Hissune nodded. “I ask only three crowns.”
“What? You need a ride up to the top anyway! And five minutes ago you said that the next time you were my guide, you wouldn’t charge anything!”
“That’s next time,” replied Hissune gravely. “This is still this time. Would you deprive a poor boy of his livelihood?”
Sighing, Valentine said to Zalzan Kavol, “Give him three crowns.”
The boy hopped into the first car. Shortly the entire caravan swung around and departed. Valentine and his five companions passed through the gateway of the House of Records.

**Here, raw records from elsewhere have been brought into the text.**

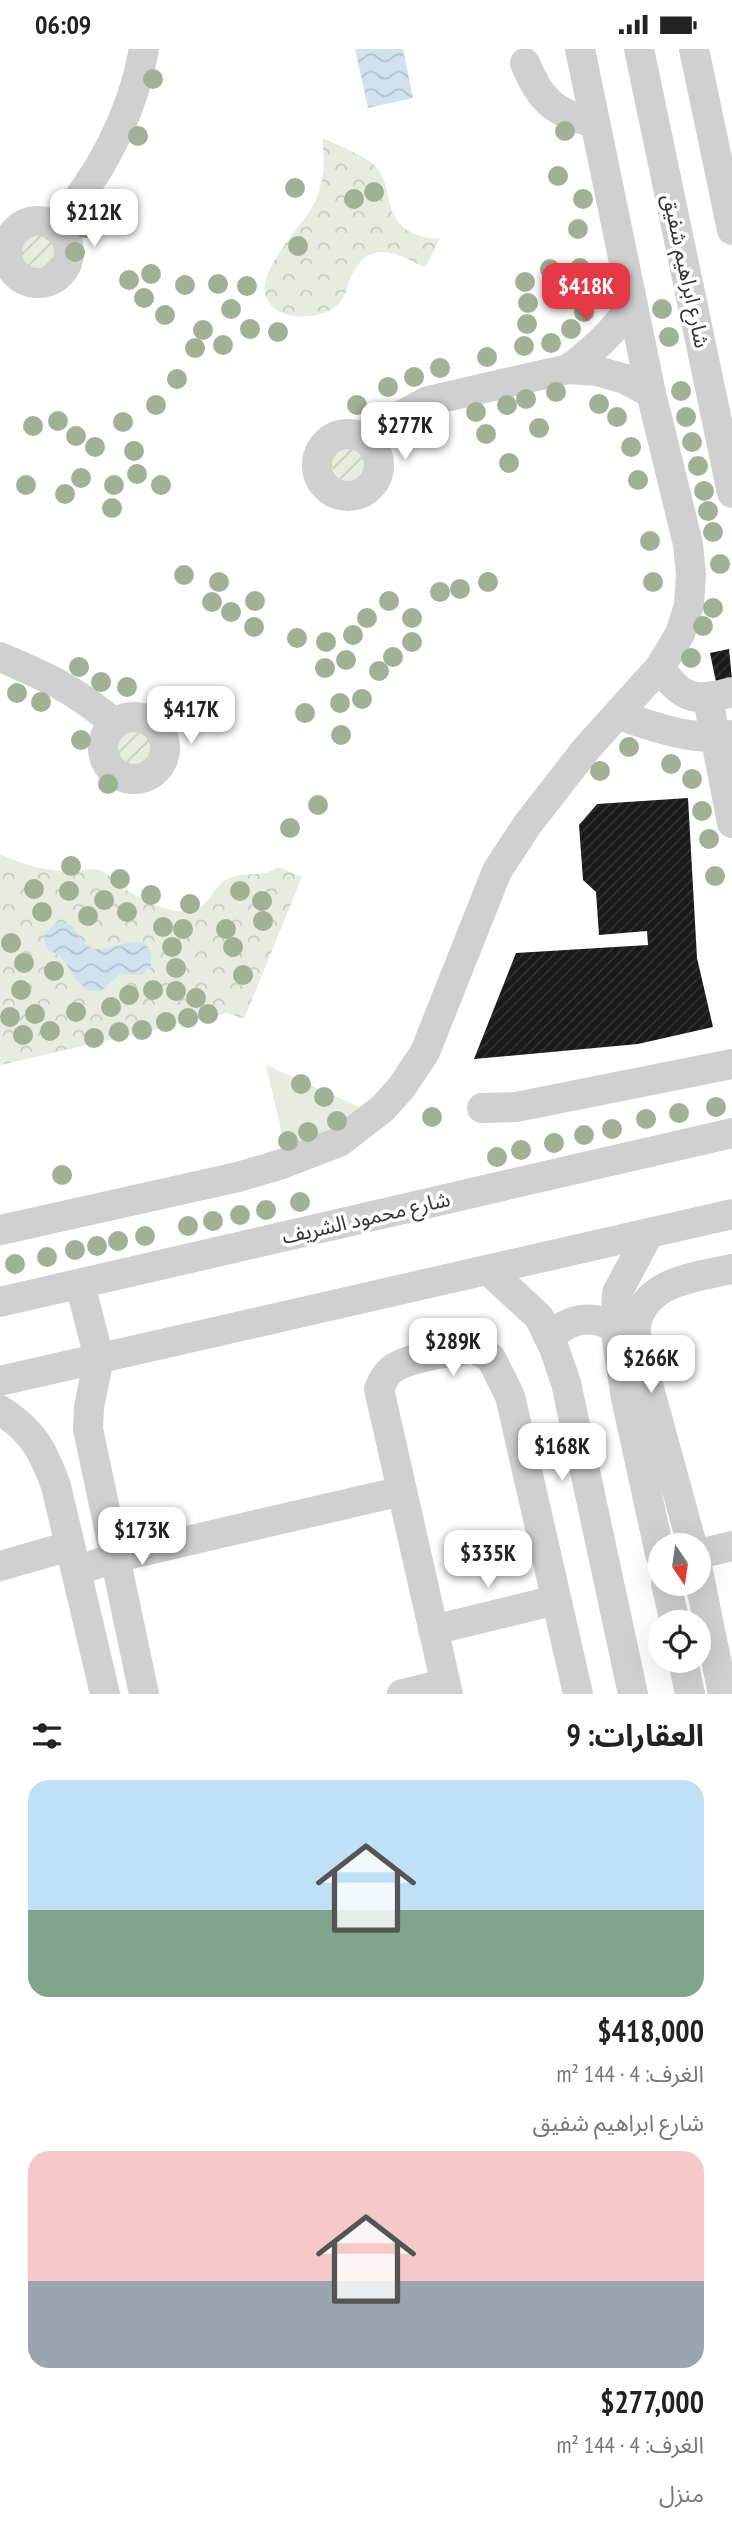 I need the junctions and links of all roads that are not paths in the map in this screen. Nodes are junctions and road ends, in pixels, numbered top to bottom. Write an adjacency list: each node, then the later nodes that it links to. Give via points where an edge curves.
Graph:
1 (144, 49): 7 (street, via 117,133 101,165)
2 (580, 49): 6 (street)
3 (639, 49): 14 (street, شارع ابراهيم شفيق)
4 (694, 49): 8 (street)
5 (526, 63): 6 (street, via 534,86 550,105)
6 (595, 123): 10 (street)
7 (55, 227): 9 (street, via 40,221 21,226); 9 (street, via 64,235 69,254 62,272 44,283 14,273)
8 (732, 230)
9 (4, 246)
10 (632, 305): 11 (street, via 615,330); 12 (street)
11 (568, 369): 12 (street, via 597,371); 13 (street, via 428,401 400,416)
12 (651, 393): 16 (street, via 688,544 691,574 689,605 680,634)
13 (370, 443)
14 (732, 493)
15 (0, 657): 19 (street, via 60,683)
16 (660, 667): 17 (street, via 677,689 690,696); 18 (street)
17 (720, 695): 20 (street)
18 (618, 715): 20 (street, via 671,732); 26 (street, via 578,759 497,871 425,1052 382,1108 339,1142 282,1164)
19 (114, 724)
20 (723, 737): 21 (street)
21 (732, 823)
22 (732, 1064): 23 (street, via 516,1107)
23 (482, 1108)
24 (732, 1133): 30 (street, شارع محمود الشريف)
25 (732, 1214): 27 (street)
26 (0, 1230)
27 (649, 1233): 29 (street); 32 (street, via 617,1293)
28 (732, 1269): 39 (street, via 660,1289 644,1305 636,1326)
29 (488, 1270): 33 (street, via 539,1317); 34 (street)
30 (80, 1284): 31 (street, شارع محمود الشريف); 34 (street)
31 (0, 1302)
32 (615, 1327): 33 (street, via 596,1319 575,1320); 38 (street)
33 (550, 1338): 54 (street, via 566,1383)
34 (99, 1358): 35 (street); 43 (street, via 88,1429)
35 (0, 1381)
36 (0, 1410): 42 (street, via 28,1431 47,1462)
37 (402, 1491): 43 (street); 46 (street, via 379,1389 384,1378 402,1362 474,1347 491,1358 510,1396); 47 (street)
38 (655, 1533)
39 (689, 1533)
40 (732, 1546): 41 (street)
41 (711, 1551)
42 (73, 1558): 43 (street); 44 (street); 50 (street)
43 (114, 1558): 51 (street)
44 (0, 1566)
45 (703, 1596): 56 (street)
46 (556, 1600): 47 (street); 53 (street)
47 (433, 1630): 49 (street)
48 (686, 1673): 55 (street)
49 (446, 1689): 52 (street)
50 (105, 1694)
51 (144, 1694)
52 (402, 1694)
53 (578, 1694)
54 (633, 1694)
55 (690, 1694)
56 (723, 1694)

Corridors went in all directions. In poorly lit cubicles clerks bent low over mounds of documents. The air was musty and dry here; the general feel of the place was even more repellent than that of the earlier levels. This, Valentine realized, was the administrative core of Majipoor, the place where the real business of governing twenty billion beings was carried on. The awareness that these scurrying gnomes, these burrowers in the earth, held the actual power of the world chilled him.